Monday, January 26, 2009

On the way to the Evaluation Report

The first draft of Hackystat Classroom evaluation in fall 2008 is finished. Philip had proof-read once and give me feedback. I am now editing according to the feedback and finishing the future direction part.

This week I will start doing the analysis of the logging data collected during the evaluation period last semester. It will be interesting to compare it with the answers given by the students. This analysis and result of comparison will be included in the tech-report.

Meanwhile, there are still lots of learning for Latex to me. I am still quite new to Latex and not so familiar with it yet. One of my class's assignments are required to be written in Latex as well. There really a good time for me to practice it.

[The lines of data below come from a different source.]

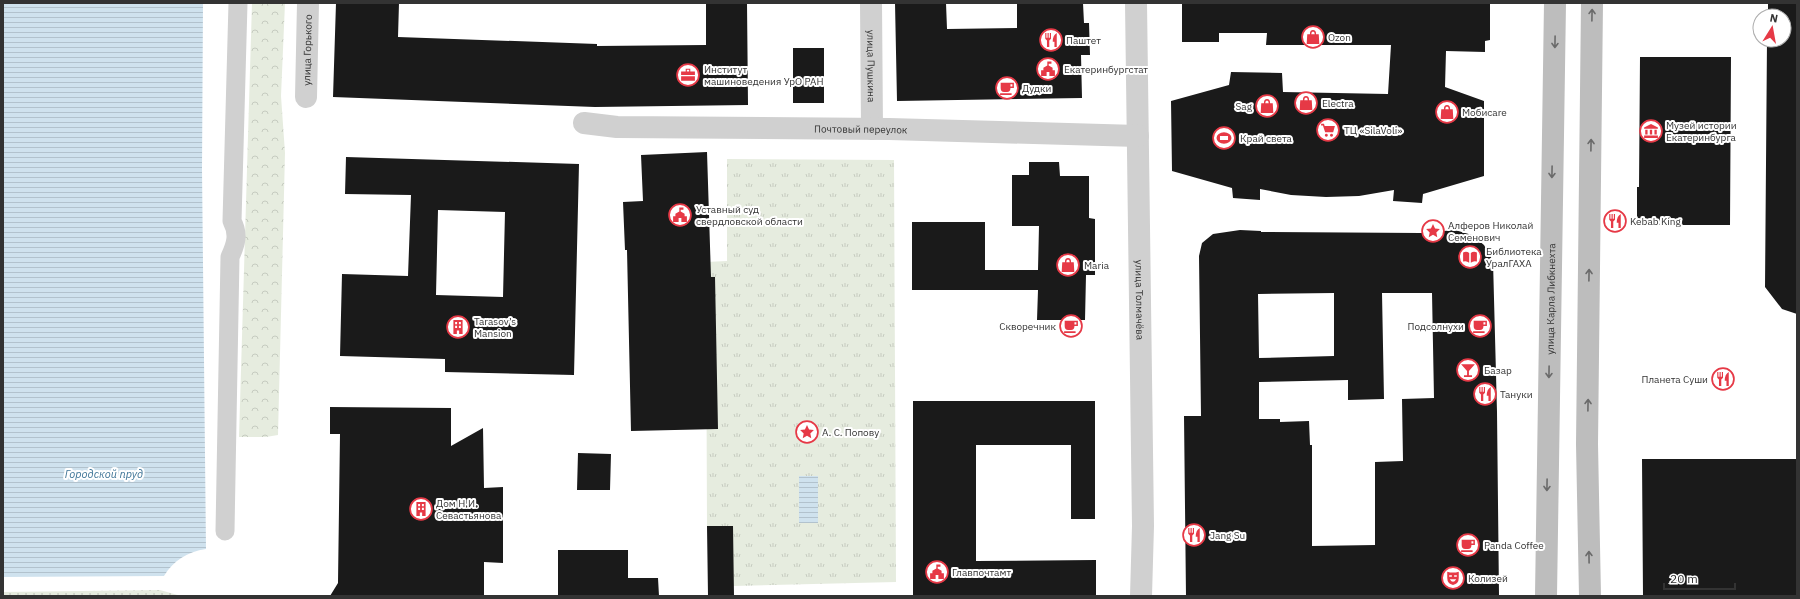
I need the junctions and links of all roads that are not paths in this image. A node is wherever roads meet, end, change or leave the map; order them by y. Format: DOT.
graph roads {
  1 [pos="238,3"];
  2 [pos="308,3"];
  3 [pos="871,3"];
  4 [pos="1136,3"];
  5 [pos="1555,3"];
  6 [pos="1592,3"];
  7 [pos="306,97"];
  8 [pos="584,123"];
  9 [pos="872,129"];
  10 [pos="1138,136"];
  11 [pos="225,531"];
  12 [pos="1141,596"];
  13 [pos="1546,596"];
  14 [pos="1590,596"];
  1 -- 11 [label="street"];
  2 -- 7 [label="street, улица Горького"];
  3 -- 9 [label="street, улица Пушкина"];
  4 -- 10 [label="street, улица Толмачёва"];
  5 -- 13 [label="main road, улица Карла Либкнехта, one-way"];
  14 -- 6 [label="main road, one-way"];
  8 -- 9 [label="street, Почтовый переулок"];
  9 -- 10 [label="street, Почтовый переулок"];
  10 -- 12 [label="street, улица Толмачёва"];
}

Currently, there is no planning for programming work. Project browser seems in quite a good shape now. Maybe after finishing the future direction part, I will do more improvement accordingly.

Monday, January 19, 2009

Plan for this semester

Now it is the beginning of the second week of this semester. In this semester I continue to work in Philip's lab and write my thesis for Master plan A. Beside the ICS700 and ICS690(seminar), I took another two graduate courses: ICS621 Analysis of Algorithms & ICS606 Intelligence Autonomous Agents. Both of these course seem to be a busy class. The former one requires lots of paper writing, which may be good for me while I am writing my thesis. The later one will include quite amount of LISP programming, which I am not so familiar with. That seems to be a very busy semester.

Plan for RA, research and thesis


The first priority will be finishing the tech-report of the classroom evaluation of Hackystat in Fall 2008. Over a half of it is done. It should be finished in a few days.

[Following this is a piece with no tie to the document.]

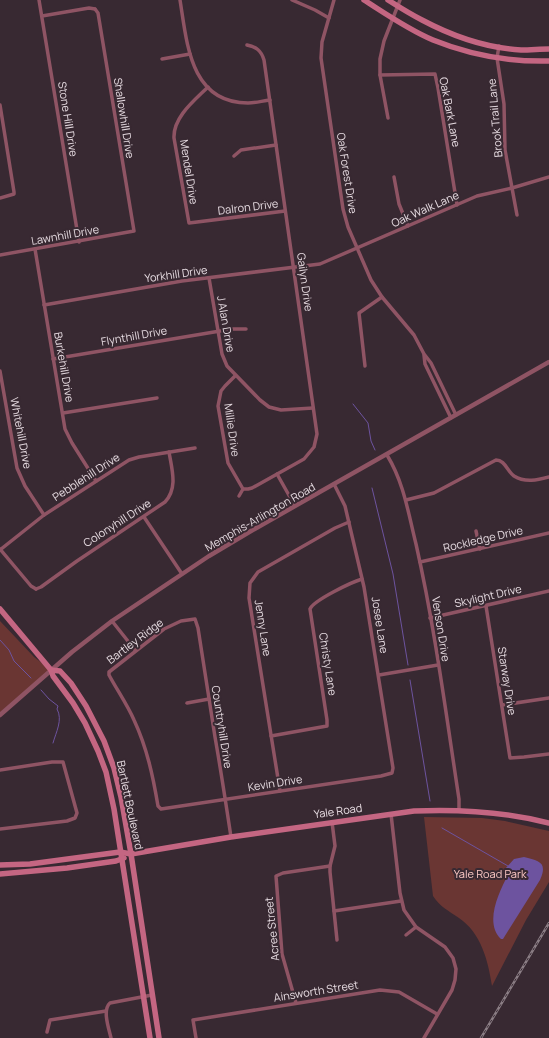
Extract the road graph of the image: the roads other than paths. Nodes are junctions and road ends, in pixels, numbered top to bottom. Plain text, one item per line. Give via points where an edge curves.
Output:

The second priority, which will soon become the first, is writing the thesis about Software ICU. There are several tasks in it upon finishing the tech-report:
  1. Process the usage data collected in the last semester;
  2. Literature review on related work (software metrics, single and multiple software project management, software project portfolio, etc);
  3. Review the former study of Hackystat such as Telemetry.
Other things related to CSDL research:
  • Philip has begun a new project called Devcathlon, which is a game about software development. It will be an interesting project to work on;
  • I also want to make some improvement to Hackystat system, it includes:
    1. Enhance performance, java-based modularity system like Equinox and OSGi.
    2. Enhance the loading process panel. Current implementation is to verbose. I want to make it more concise and/or use other approach such as loading bar.
    3. Make improvement to let portfolio page better suit to the 9-LCD workspace. One idea will be make the input panel hiddable and introduce auto-refresh feature, but it will better with the performance enhancement.